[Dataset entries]
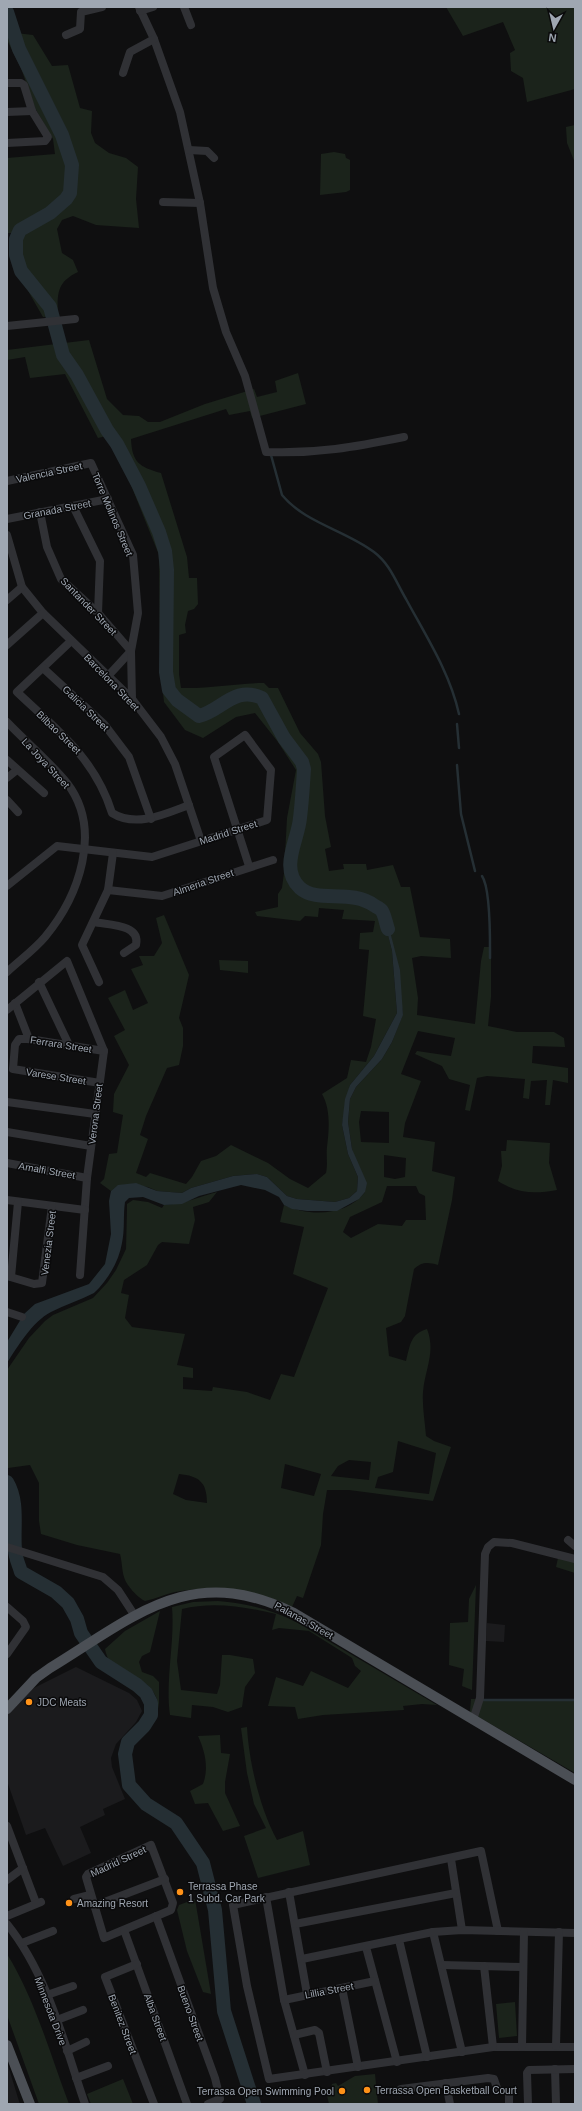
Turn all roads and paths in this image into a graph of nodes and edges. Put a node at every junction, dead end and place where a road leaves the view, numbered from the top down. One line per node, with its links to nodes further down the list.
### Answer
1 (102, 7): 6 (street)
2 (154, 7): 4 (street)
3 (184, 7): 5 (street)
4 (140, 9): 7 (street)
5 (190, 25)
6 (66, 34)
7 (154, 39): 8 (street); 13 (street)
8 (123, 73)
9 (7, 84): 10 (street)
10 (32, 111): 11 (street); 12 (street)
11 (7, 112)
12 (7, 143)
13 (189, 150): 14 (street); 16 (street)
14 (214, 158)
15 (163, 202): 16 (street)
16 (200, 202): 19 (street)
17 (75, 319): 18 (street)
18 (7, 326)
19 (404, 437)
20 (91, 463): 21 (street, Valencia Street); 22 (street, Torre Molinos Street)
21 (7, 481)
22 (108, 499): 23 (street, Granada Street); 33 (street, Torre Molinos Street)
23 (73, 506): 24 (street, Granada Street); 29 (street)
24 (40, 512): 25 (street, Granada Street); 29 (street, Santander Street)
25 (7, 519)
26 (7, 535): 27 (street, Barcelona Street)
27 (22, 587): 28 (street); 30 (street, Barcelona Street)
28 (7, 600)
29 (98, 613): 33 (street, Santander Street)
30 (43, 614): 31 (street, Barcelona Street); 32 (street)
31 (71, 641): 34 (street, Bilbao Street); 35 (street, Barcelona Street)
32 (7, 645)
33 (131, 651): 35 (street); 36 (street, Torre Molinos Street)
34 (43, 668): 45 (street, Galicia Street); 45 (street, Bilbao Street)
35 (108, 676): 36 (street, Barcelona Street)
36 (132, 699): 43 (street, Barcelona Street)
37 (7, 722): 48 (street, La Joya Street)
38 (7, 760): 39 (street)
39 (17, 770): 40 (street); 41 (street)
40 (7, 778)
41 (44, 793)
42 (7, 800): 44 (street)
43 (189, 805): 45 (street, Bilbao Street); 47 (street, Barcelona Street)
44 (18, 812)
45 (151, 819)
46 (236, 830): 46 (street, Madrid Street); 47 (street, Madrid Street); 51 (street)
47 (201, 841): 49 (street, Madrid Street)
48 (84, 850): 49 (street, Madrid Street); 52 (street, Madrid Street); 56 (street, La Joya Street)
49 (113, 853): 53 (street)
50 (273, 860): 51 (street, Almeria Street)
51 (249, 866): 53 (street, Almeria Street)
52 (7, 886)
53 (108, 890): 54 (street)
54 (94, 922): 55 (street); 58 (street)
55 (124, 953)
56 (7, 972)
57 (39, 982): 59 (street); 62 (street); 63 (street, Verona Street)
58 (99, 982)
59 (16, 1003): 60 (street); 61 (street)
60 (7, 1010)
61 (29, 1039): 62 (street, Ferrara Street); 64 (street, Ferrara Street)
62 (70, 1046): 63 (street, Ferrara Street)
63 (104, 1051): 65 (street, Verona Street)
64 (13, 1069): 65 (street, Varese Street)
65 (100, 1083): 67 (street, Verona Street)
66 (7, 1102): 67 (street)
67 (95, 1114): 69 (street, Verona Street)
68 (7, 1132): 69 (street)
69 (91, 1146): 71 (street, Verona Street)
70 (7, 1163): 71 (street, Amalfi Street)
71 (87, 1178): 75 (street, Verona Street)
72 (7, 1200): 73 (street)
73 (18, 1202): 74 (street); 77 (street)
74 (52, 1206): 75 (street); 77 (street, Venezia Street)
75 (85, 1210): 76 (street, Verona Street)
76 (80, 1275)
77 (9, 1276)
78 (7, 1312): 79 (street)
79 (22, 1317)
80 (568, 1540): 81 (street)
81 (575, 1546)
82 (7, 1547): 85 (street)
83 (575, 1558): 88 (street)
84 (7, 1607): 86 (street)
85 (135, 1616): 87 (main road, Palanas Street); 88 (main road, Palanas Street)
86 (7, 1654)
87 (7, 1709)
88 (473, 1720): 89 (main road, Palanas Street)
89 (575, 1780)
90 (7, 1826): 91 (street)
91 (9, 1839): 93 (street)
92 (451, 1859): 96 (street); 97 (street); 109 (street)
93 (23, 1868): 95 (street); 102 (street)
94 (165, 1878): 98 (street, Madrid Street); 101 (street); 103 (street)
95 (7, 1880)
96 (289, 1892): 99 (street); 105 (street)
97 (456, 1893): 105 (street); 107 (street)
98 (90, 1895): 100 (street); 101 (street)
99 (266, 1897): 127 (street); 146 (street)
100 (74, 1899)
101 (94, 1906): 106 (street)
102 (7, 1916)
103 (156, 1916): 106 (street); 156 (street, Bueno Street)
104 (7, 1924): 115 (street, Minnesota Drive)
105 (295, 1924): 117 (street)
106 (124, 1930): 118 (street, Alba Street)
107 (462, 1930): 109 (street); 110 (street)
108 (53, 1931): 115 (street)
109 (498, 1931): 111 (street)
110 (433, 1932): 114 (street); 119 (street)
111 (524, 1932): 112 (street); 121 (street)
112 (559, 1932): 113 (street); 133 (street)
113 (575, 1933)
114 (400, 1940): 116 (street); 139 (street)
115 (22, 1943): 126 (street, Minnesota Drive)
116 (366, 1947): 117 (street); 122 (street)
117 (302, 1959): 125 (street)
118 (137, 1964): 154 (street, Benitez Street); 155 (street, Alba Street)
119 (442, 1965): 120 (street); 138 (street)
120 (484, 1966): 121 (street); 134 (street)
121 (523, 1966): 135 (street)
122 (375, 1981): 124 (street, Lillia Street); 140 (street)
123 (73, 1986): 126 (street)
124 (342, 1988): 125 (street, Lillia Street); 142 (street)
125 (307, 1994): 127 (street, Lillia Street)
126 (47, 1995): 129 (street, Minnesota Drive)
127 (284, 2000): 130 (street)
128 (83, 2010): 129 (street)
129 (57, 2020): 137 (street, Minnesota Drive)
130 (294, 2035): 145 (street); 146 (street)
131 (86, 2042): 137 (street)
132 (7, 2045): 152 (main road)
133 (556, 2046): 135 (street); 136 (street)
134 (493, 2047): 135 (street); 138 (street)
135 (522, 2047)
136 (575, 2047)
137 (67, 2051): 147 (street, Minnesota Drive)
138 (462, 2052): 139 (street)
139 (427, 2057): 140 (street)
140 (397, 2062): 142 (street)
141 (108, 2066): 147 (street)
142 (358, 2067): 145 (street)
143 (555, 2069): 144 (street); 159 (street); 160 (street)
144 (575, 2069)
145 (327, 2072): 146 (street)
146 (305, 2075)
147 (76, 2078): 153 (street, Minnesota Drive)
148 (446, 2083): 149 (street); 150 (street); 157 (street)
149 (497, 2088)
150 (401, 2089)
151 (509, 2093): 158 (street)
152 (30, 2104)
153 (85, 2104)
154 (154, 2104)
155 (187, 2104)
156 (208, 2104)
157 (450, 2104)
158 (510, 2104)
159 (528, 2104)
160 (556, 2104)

> _Your instructions_
Say only how many lines among the entries above contain the string "Almeria".

> _Completed task_
2